[Data entries]
┌──

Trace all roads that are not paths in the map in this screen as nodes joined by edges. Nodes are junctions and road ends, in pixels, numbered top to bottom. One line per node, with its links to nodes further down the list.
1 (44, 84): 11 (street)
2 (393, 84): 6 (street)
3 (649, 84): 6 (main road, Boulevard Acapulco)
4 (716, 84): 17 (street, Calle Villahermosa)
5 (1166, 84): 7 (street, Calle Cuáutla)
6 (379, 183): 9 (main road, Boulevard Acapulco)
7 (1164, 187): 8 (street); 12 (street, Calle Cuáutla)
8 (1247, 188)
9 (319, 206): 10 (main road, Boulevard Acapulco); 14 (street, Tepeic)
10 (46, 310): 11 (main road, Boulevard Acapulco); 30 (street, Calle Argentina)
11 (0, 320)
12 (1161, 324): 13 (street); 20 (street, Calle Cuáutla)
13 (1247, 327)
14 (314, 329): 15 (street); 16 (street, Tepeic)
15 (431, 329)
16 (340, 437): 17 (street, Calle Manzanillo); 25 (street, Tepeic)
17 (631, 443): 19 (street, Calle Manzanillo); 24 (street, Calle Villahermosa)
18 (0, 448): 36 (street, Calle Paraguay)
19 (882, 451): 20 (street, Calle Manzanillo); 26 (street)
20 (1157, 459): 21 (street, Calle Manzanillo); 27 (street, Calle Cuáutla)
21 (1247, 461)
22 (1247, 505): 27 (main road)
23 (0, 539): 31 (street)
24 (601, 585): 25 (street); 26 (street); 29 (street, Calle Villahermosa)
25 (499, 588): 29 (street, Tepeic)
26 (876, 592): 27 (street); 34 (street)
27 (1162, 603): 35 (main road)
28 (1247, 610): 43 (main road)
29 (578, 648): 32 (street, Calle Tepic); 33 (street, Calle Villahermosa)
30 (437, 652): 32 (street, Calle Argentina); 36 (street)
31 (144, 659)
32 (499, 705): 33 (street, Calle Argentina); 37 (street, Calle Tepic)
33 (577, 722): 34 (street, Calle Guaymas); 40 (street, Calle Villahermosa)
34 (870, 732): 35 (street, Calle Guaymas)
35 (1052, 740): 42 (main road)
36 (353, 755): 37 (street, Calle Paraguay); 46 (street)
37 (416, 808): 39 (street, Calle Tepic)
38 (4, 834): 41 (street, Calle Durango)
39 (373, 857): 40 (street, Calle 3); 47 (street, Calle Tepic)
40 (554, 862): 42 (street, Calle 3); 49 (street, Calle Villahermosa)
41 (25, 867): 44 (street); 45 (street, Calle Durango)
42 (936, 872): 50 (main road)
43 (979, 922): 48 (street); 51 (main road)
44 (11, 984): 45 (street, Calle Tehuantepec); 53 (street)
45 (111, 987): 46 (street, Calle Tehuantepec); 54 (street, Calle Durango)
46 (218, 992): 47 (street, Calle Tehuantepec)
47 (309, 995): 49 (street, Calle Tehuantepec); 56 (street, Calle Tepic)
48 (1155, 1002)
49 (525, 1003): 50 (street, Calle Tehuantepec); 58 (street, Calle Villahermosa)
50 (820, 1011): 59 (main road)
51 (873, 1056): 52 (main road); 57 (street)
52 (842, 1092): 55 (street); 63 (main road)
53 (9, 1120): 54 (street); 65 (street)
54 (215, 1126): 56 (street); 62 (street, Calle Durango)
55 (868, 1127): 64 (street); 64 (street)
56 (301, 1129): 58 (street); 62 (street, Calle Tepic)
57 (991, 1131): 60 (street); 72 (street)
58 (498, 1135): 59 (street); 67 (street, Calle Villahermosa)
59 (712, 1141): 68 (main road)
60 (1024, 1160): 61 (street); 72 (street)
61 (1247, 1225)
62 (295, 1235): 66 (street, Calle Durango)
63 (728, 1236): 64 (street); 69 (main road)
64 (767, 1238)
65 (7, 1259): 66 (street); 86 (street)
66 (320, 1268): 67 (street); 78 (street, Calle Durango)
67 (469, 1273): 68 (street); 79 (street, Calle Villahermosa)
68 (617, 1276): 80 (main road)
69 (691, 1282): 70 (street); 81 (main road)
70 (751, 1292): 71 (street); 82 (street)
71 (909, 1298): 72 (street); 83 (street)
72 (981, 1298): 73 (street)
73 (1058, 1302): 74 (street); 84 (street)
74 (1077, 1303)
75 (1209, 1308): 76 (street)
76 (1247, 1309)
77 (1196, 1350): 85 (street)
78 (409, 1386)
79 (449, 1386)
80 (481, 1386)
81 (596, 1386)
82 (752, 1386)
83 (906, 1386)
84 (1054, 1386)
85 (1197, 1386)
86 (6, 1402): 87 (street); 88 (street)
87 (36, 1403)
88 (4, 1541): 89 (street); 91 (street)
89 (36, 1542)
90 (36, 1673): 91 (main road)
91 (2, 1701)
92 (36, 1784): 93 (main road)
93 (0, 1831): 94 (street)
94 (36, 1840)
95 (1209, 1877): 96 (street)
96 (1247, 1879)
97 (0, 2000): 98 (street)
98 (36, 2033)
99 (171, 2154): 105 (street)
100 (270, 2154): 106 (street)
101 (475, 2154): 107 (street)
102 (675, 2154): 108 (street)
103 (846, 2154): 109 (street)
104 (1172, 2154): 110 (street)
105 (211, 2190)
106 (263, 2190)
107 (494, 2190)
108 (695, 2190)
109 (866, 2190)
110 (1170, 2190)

└──

* **Description of the task**:
Transcribe each line above exactly; skip none.

* **Answer to this exercise**:
Trace all roads that are not paths in the map in this screen as nodes joined by edges. Nodes are junctions and road ends, in pixels, numbered top to bottom. One line per node, with its links to nodes further down the list.
1 (44, 84): 11 (street)
2 (393, 84): 6 (street)
3 (649, 84): 6 (main road, Boulevard Acapulco)
4 (716, 84): 17 (street, Calle Villahermosa)
5 (1166, 84): 7 (street, Calle Cuáutla)
6 (379, 183): 9 (main road, Boulevard Acapulco)
7 (1164, 187): 8 (street); 12 (street, Calle Cuáutla)
8 (1247, 188)
9 (319, 206): 10 (main road, Boulevard Acapulco); 14 (street, Tepeic)
10 (46, 310): 11 (main road, Boulevard Acapulco); 30 (street, Calle Argentina)
11 (0, 320)
12 (1161, 324): 13 (street); 20 (street, Calle Cuáutla)
13 (1247, 327)
14 (314, 329): 15 (street); 16 (street, Tepeic)
15 (431, 329)
16 (340, 437): 17 (street, Calle Manzanillo); 25 (street, Tepeic)
17 (631, 443): 19 (street, Calle Manzanillo); 24 (street, Calle Villahermosa)
18 (0, 448): 36 (street, Calle Paraguay)
19 (882, 451): 20 (street, Calle Manzanillo); 26 (street)
20 (1157, 459): 21 (street, Calle Manzanillo); 27 (street, Calle Cuáutla)
21 (1247, 461)
22 (1247, 505): 27 (main road)
23 (0, 539): 31 (street)
24 (601, 585): 25 (street); 26 (street); 29 (street, Calle Villahermosa)
25 (499, 588): 29 (street, Tepeic)
26 (876, 592): 27 (street); 34 (street)
27 (1162, 603): 35 (main road)
28 (1247, 610): 43 (main road)
29 (578, 648): 32 (street, Calle Tepic); 33 (street, Calle Villahermosa)
30 (437, 652): 32 (street, Calle Argentina); 36 (street)
31 (144, 659)
32 (499, 705): 33 (street, Calle Argentina); 37 (street, Calle Tepic)
33 (577, 722): 34 (street, Calle Guaymas); 40 (street, Calle Villahermosa)
34 (870, 732): 35 (street, Calle Guaymas)
35 (1052, 740): 42 (main road)
36 (353, 755): 37 (street, Calle Paraguay); 46 (street)
37 (416, 808): 39 (street, Calle Tepic)
38 (4, 834): 41 (street, Calle Durango)
39 (373, 857): 40 (street, Calle 3); 47 (street, Calle Tepic)
40 (554, 862): 42 (street, Calle 3); 49 (street, Calle Villahermosa)
41 (25, 867): 44 (street); 45 (street, Calle Durango)
42 (936, 872): 50 (main road)
43 (979, 922): 48 (street); 51 (main road)
44 (11, 984): 45 (street, Calle Tehuantepec); 53 (street)
45 (111, 987): 46 (street, Calle Tehuantepec); 54 (street, Calle Durango)
46 (218, 992): 47 (street, Calle Tehuantepec)
47 (309, 995): 49 (street, Calle Tehuantepec); 56 (street, Calle Tepic)
48 (1155, 1002)
49 (525, 1003): 50 (street, Calle Tehuantepec); 58 (street, Calle Villahermosa)
50 (820, 1011): 59 (main road)
51 (873, 1056): 52 (main road); 57 (street)
52 (842, 1092): 55 (street); 63 (main road)
53 (9, 1120): 54 (street); 65 (street)
54 (215, 1126): 56 (street); 62 (street, Calle Durango)
55 (868, 1127): 64 (street); 64 (street)
56 (301, 1129): 58 (street); 62 (street, Calle Tepic)
57 (991, 1131): 60 (street); 72 (street)
58 (498, 1135): 59 (street); 67 (street, Calle Villahermosa)
59 (712, 1141): 68 (main road)
60 (1024, 1160): 61 (street); 72 (street)
61 (1247, 1225)
62 (295, 1235): 66 (street, Calle Durango)
63 (728, 1236): 64 (street); 69 (main road)
64 (767, 1238)
65 (7, 1259): 66 (street); 86 (street)
66 (320, 1268): 67 (street); 78 (street, Calle Durango)
67 (469, 1273): 68 (street); 79 (street, Calle Villahermosa)
68 (617, 1276): 80 (main road)
69 (691, 1282): 70 (street); 81 (main road)
70 (751, 1292): 71 (street); 82 (street)
71 (909, 1298): 72 (street); 83 (street)
72 (981, 1298): 73 (street)
73 (1058, 1302): 74 (street); 84 (street)
74 (1077, 1303)
75 (1209, 1308): 76 (street)
76 (1247, 1309)
77 (1196, 1350): 85 (street)
78 (409, 1386)
79 (449, 1386)
80 (481, 1386)
81 (596, 1386)
82 (752, 1386)
83 (906, 1386)
84 (1054, 1386)
85 (1197, 1386)
86 (6, 1402): 87 (street); 88 (street)
87 (36, 1403)
88 (4, 1541): 89 (street); 91 (street)
89 (36, 1542)
90 (36, 1673): 91 (main road)
91 (2, 1701)
92 (36, 1784): 93 (main road)
93 (0, 1831): 94 (street)
94 (36, 1840)
95 (1209, 1877): 96 (street)
96 (1247, 1879)
97 (0, 2000): 98 (street)
98 (36, 2033)
99 (171, 2154): 105 (street)
100 (270, 2154): 106 (street)
101 (475, 2154): 107 (street)
102 (675, 2154): 108 (street)
103 (846, 2154): 109 (street)
104 (1172, 2154): 110 (street)
105 (211, 2190)
106 (263, 2190)
107 (494, 2190)
108 (695, 2190)
109 (866, 2190)
110 (1170, 2190)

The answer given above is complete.